_Problem to solve_
What follows is a set of records. Copy them exactly and leave out the images.

(Records contained in a dataset)
* * * * * * * * *

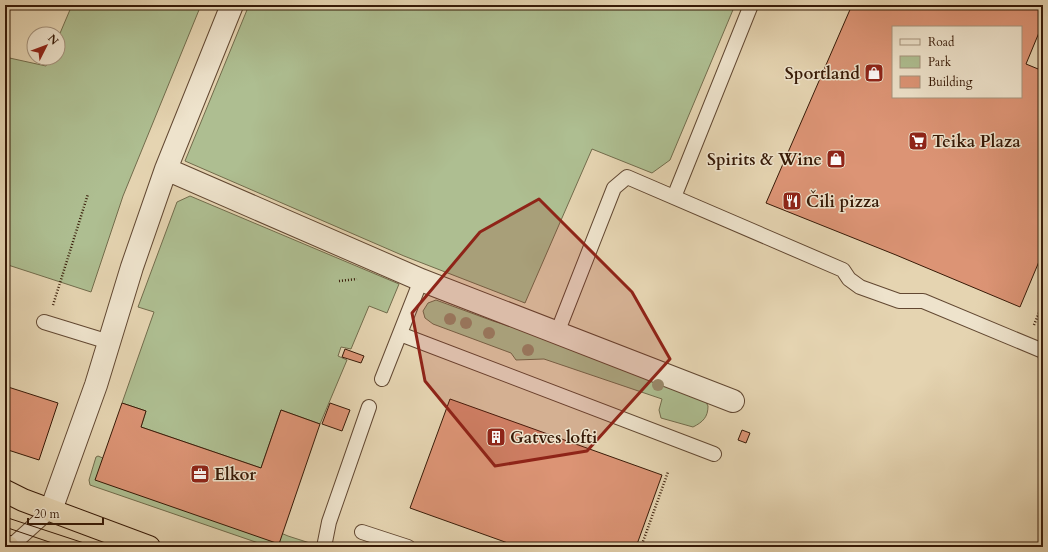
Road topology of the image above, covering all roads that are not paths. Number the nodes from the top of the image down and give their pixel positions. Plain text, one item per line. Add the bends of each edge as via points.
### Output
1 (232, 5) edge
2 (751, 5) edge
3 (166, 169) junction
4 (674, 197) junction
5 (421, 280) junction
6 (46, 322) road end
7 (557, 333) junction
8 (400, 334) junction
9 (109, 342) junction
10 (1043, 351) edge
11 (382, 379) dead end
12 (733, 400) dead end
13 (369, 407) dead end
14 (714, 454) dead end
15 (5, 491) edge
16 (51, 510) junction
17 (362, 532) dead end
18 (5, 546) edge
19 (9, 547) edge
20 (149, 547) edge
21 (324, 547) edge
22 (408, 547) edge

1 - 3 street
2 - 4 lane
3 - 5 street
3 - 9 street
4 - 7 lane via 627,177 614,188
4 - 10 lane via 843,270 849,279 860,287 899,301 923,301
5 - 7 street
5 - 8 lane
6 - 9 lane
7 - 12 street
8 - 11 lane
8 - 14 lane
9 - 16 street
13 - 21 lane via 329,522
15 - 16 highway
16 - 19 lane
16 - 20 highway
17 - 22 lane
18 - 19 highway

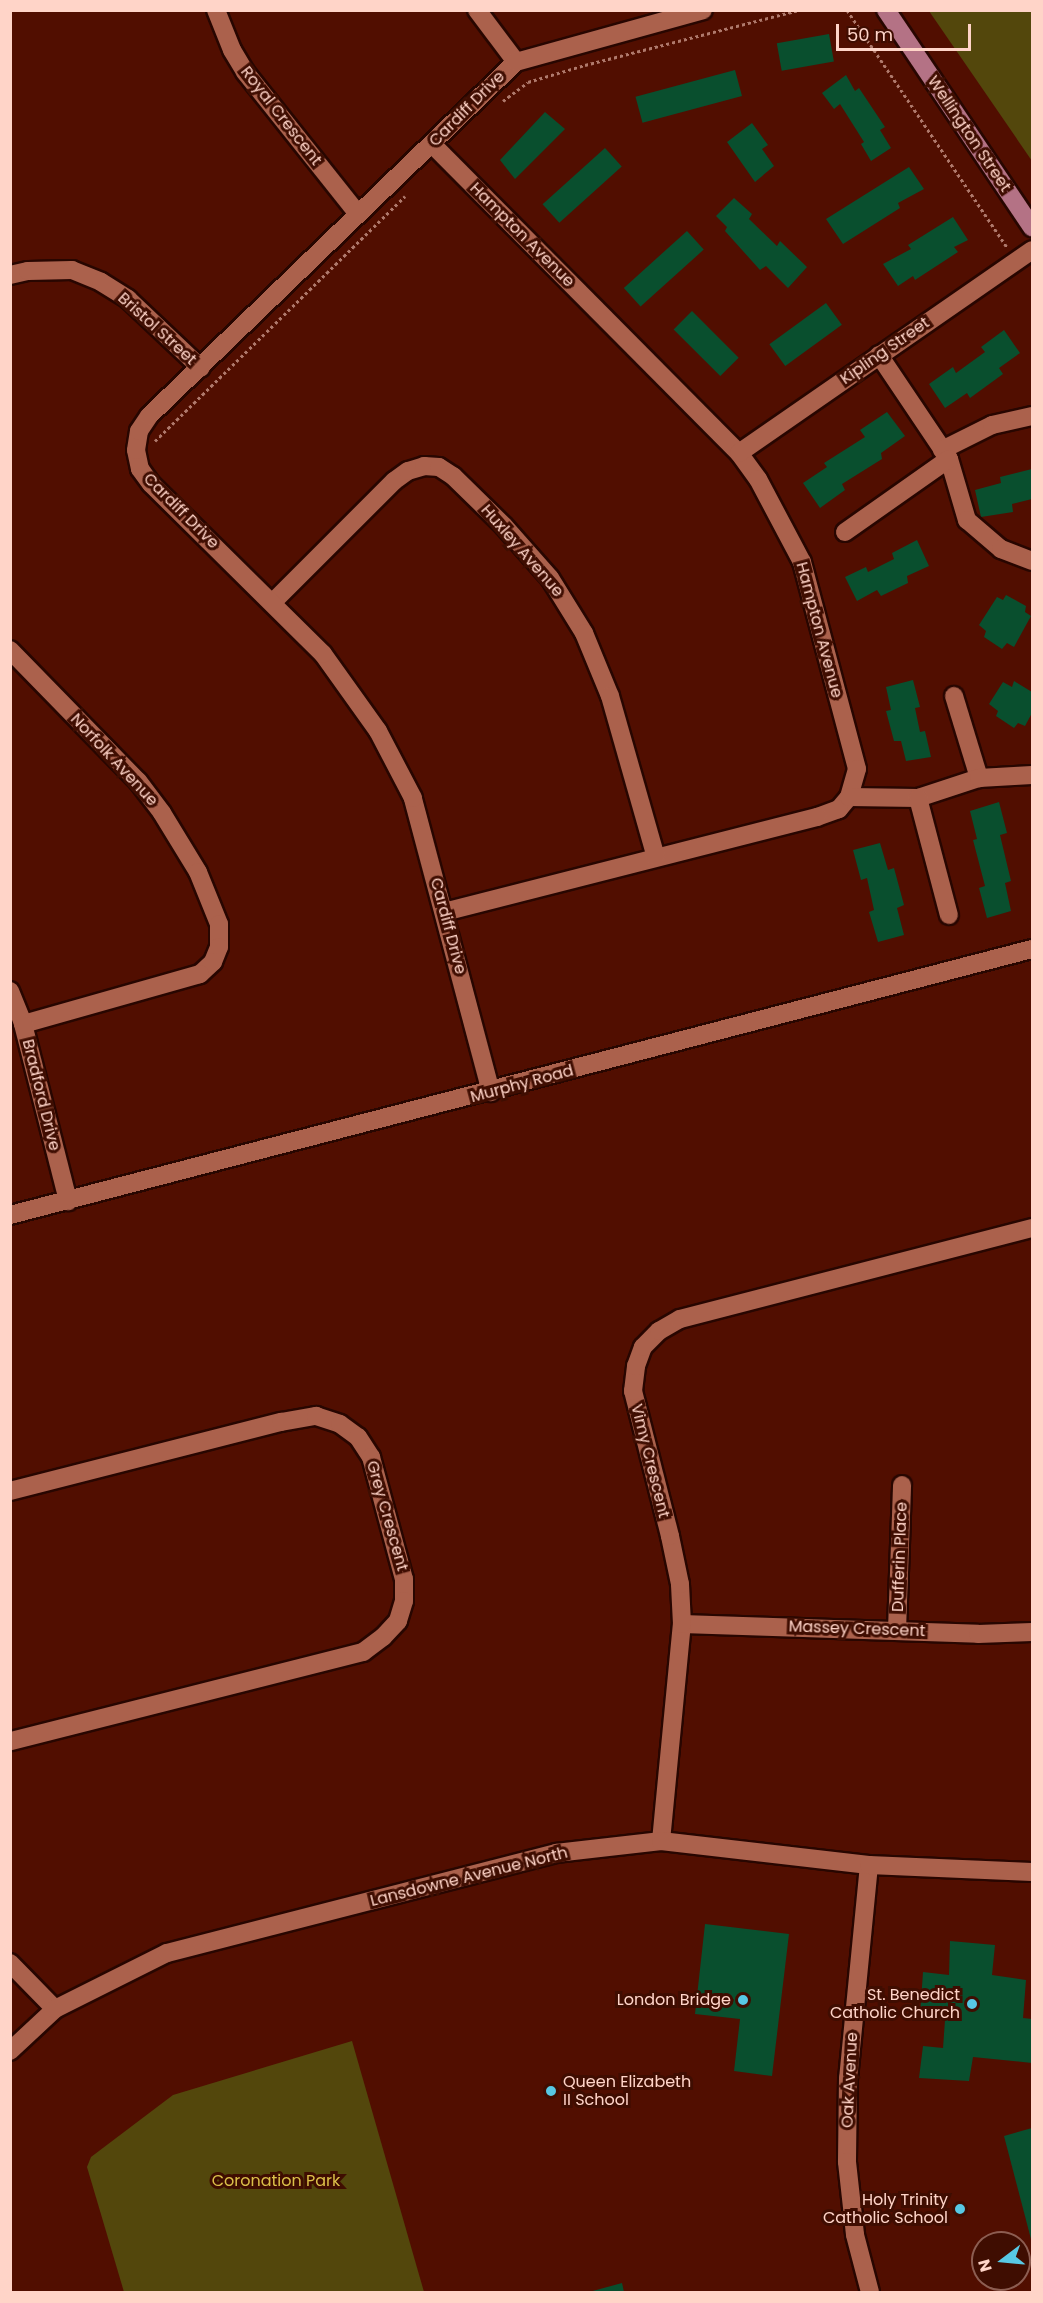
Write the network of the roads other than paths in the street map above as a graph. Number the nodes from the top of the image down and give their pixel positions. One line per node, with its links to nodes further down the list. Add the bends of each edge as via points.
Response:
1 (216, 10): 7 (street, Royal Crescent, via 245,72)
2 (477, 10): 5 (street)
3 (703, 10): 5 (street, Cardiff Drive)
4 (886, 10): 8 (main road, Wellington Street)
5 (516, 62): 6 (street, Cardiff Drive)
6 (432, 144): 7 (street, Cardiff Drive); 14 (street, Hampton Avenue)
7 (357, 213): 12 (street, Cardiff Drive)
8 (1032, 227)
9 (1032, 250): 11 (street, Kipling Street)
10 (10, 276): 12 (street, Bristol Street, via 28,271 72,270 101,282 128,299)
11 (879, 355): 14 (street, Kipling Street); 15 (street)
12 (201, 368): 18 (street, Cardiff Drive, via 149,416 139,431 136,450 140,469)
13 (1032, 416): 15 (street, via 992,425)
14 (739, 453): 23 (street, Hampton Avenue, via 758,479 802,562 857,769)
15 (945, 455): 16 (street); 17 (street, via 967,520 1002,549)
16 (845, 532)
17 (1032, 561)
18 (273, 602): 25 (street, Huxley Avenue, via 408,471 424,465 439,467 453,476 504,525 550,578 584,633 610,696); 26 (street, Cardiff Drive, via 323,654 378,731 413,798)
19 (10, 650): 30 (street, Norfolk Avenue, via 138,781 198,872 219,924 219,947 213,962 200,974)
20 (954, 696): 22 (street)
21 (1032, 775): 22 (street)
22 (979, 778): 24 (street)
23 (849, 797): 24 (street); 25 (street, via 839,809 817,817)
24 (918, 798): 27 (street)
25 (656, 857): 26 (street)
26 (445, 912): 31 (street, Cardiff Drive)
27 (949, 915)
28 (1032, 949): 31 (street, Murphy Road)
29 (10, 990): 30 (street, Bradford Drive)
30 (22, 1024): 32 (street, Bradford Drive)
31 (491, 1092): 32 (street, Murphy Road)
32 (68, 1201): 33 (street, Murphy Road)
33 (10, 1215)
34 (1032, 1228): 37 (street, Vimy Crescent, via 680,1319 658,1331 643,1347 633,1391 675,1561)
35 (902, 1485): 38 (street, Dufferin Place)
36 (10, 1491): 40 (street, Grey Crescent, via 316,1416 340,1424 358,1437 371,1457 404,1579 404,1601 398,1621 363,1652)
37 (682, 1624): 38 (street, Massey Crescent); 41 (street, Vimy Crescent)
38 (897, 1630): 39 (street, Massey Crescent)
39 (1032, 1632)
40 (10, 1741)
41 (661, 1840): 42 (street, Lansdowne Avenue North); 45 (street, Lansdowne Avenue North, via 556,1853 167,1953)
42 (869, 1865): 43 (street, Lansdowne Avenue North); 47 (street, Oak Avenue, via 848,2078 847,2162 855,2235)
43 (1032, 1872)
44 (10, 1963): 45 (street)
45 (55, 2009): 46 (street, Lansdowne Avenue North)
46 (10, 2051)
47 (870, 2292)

* * * * * * * * *

_Your response_
Road topology of the image above, covering all roads that are not paths. Number the nodes from the top of the image down and give their pixel positions. Plain text, one item per line. Add the bends of each edge as via points.
### Output
1 (232, 5) edge
2 (751, 5) edge
3 (166, 169) junction
4 (674, 197) junction
5 (421, 280) junction
6 (46, 322) road end
7 (557, 333) junction
8 (400, 334) junction
9 (109, 342) junction
10 (1043, 351) edge
11 (382, 379) dead end
12 (733, 400) dead end
13 (369, 407) dead end
14 (714, 454) dead end
15 (5, 491) edge
16 (51, 510) junction
17 (362, 532) dead end
18 (5, 546) edge
19 (9, 547) edge
20 (149, 547) edge
21 (324, 547) edge
22 (408, 547) edge

1 - 3 street
2 - 4 lane
3 - 5 street
3 - 9 street
4 - 7 lane via 627,177 614,188
4 - 10 lane via 843,270 849,279 860,287 899,301 923,301
5 - 7 street
5 - 8 lane
6 - 9 lane
7 - 12 street
8 - 11 lane
8 - 14 lane
9 - 16 street
13 - 21 lane via 329,522
15 - 16 highway
16 - 19 lane
16 - 20 highway
17 - 22 lane
18 - 19 highway

Write the network of the roads other than paths in the street map above as a graph. Number the nodes from the top of the image down and give their pixel positions. One line per node, with its links to nodes further down the list. Add the bends of each edge as via points.
Response:
1 (216, 10): 7 (street, Royal Crescent, via 245,72)
2 (477, 10): 5 (street)
3 (703, 10): 5 (street, Cardiff Drive)
4 (886, 10): 8 (main road, Wellington Street)
5 (516, 62): 6 (street, Cardiff Drive)
6 (432, 144): 7 (street, Cardiff Drive); 14 (street, Hampton Avenue)
7 (357, 213): 12 (street, Cardiff Drive)
8 (1032, 227)
9 (1032, 250): 11 (street, Kipling Street)
10 (10, 276): 12 (street, Bristol Street, via 28,271 72,270 101,282 128,299)
11 (879, 355): 14 (street, Kipling Street); 15 (street)
12 (201, 368): 18 (street, Cardiff Drive, via 149,416 139,431 136,450 140,469)
13 (1032, 416): 15 (street, via 992,425)
14 (739, 453): 23 (street, Hampton Avenue, via 758,479 802,562 857,769)
15 (945, 455): 16 (street); 17 (street, via 967,520 1002,549)
16 (845, 532)
17 (1032, 561)
18 (273, 602): 25 (street, Huxley Avenue, via 408,471 424,465 439,467 453,476 504,525 550,578 584,633 610,696); 26 (street, Cardiff Drive, via 323,654 378,731 413,798)
19 (10, 650): 30 (street, Norfolk Avenue, via 138,781 198,872 219,924 219,947 213,962 200,974)
20 (954, 696): 22 (street)
21 (1032, 775): 22 (street)
22 (979, 778): 24 (street)
23 (849, 797): 24 (street); 25 (street, via 839,809 817,817)
24 (918, 798): 27 (street)
25 (656, 857): 26 (street)
26 (445, 912): 31 (street, Cardiff Drive)
27 (949, 915)
28 (1032, 949): 31 (street, Murphy Road)
29 (10, 990): 30 (street, Bradford Drive)
30 (22, 1024): 32 (street, Bradford Drive)
31 (491, 1092): 32 (street, Murphy Road)
32 (68, 1201): 33 (street, Murphy Road)
33 (10, 1215)
34 (1032, 1228): 37 (street, Vimy Crescent, via 680,1319 658,1331 643,1347 633,1391 675,1561)
35 (902, 1485): 38 (street, Dufferin Place)
36 (10, 1491): 40 (street, Grey Crescent, via 316,1416 340,1424 358,1437 371,1457 404,1579 404,1601 398,1621 363,1652)
37 (682, 1624): 38 (street, Massey Crescent); 41 (street, Vimy Crescent)
38 (897, 1630): 39 (street, Massey Crescent)
39 (1032, 1632)
40 (10, 1741)
41 (661, 1840): 42 (street, Lansdowne Avenue North); 45 (street, Lansdowne Avenue North, via 556,1853 167,1953)
42 (869, 1865): 43 (street, Lansdowne Avenue North); 47 (street, Oak Avenue, via 848,2078 847,2162 855,2235)
43 (1032, 1872)
44 (10, 1963): 45 (street)
45 (55, 2009): 46 (street, Lansdowne Avenue North)
46 (10, 2051)
47 (870, 2292)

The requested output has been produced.